11 min to read
Upgrading a Kubernetes Cluster with Kubespray (2026V.)
A complete guide to upgrading Kubernetes v1.33 to v1.34 using Kubespray with etcd backup, certificate renewal, and rollback strategies
Overview
Operating a Kubernetes cluster requires periodic upgrades for security patches, new features, and certificate renewal.
Kubespray supports automated upgrades through the upgrade-cluster.yml playbook, following the order of etcd → Control Plane → Worker. Instead of manually connecting to each node and running kubeadm upgrade, you can upgrade the entire cluster with a single Ansible command.

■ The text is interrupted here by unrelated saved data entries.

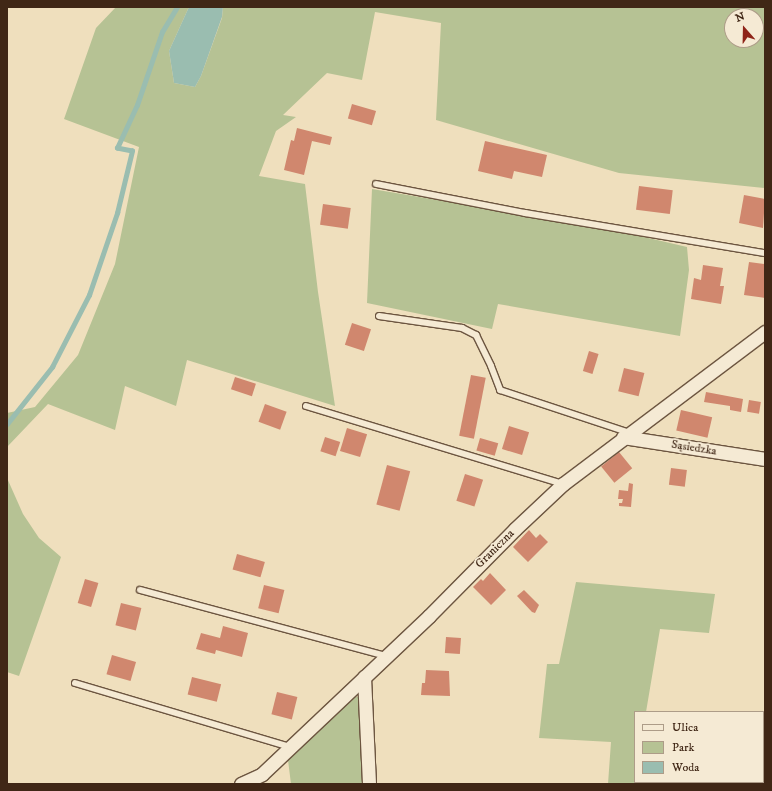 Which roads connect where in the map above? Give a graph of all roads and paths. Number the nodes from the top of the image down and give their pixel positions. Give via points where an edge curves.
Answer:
1 (376, 184) dead end
2 (765, 253) edge
3 (379, 316) dead end
4 (765, 332) edge
5 (306, 406) dead end
6 (626, 435) junction
7 (765, 458) edge
8 (563, 484) junction
9 (140, 590) dead end
10 (386, 656) junction
11 (364, 677) junction
12 (75, 683) dead end
13 (290, 747) junction
14 (241, 784) edge
15 (369, 784) edge

1 - 2 lane via 525,213
3 - 6 lane via 462,328 476,335 500,390
4 - 6 street, Graniczna
5 - 8 lane
6 - 7 street, Sąsiedzka
6 - 8 street, Graniczna
8 - 10 street, Graniczna
9 - 10 lane
10 - 11 street, Graniczna
11 - 13 street, Graniczna
11 - 15 street
12 - 13 lane
13 - 14 street, Graniczna via 262,774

This guide covers the following key areas:
- Kubespray ↔ Kubernetes version mapping
- etcd backup and restore
- Kubespray version transition (v2.28.0 → v2.30.0)
- Kubernetes upgrade using
upgrade-cluster.yml(v1.33.3 → v1.34.3) - Certificate auto-renewal
- Errors encountered during upgrade and recovery strategies
- Post-upgrade verification and inventory synchronization
For cluster installation, refer to the previous post.
Upgrade Principles
There are critical rules that must be followed when upgrading Kubernetes through Kubespray.

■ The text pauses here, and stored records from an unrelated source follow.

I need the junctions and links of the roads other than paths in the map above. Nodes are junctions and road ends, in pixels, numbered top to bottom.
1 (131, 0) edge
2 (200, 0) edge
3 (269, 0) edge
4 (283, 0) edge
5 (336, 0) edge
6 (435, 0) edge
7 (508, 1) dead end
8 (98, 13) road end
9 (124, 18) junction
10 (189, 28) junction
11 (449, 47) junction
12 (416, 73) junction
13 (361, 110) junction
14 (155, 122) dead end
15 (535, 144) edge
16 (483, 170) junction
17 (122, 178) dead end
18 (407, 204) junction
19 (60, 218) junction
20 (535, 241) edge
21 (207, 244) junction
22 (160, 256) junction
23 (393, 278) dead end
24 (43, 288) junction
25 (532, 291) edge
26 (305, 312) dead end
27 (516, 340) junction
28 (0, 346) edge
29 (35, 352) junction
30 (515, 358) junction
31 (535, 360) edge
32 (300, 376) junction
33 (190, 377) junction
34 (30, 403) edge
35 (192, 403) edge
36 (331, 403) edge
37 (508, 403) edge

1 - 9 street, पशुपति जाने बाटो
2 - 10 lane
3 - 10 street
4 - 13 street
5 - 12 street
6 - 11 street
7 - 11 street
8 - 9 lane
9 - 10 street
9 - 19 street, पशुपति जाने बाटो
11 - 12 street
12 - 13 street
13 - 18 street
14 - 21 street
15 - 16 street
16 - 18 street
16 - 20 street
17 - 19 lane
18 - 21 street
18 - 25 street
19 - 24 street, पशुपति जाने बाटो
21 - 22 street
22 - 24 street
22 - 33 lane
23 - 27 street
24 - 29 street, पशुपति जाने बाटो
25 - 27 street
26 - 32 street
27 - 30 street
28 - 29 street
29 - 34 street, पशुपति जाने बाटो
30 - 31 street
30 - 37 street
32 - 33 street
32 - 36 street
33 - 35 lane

| Principle | Description |
|---|---|
| One minor version at a time | v1.33 → v1.34 ✅, v1.33 → v1.35 ❌ |
| Patch versions are free | v1.33.3 → v1.33.5 ✅ |
| Upgrade order | etcd → Control Plane → Worker (handled automatically by Kubespray) |
| Worker upgrade method | drain (Pod eviction) → upgrade → uncordon (restore) |
| etcd backup required | Always create a snapshot before upgrading |
| Staging first | Validate in a test environment before applying to production if possible |
Kubespray ↔ Kubernetes Version Mapping
Each Kubespray version supports a specific range of Kubernetes versions. Always verify before upgrading.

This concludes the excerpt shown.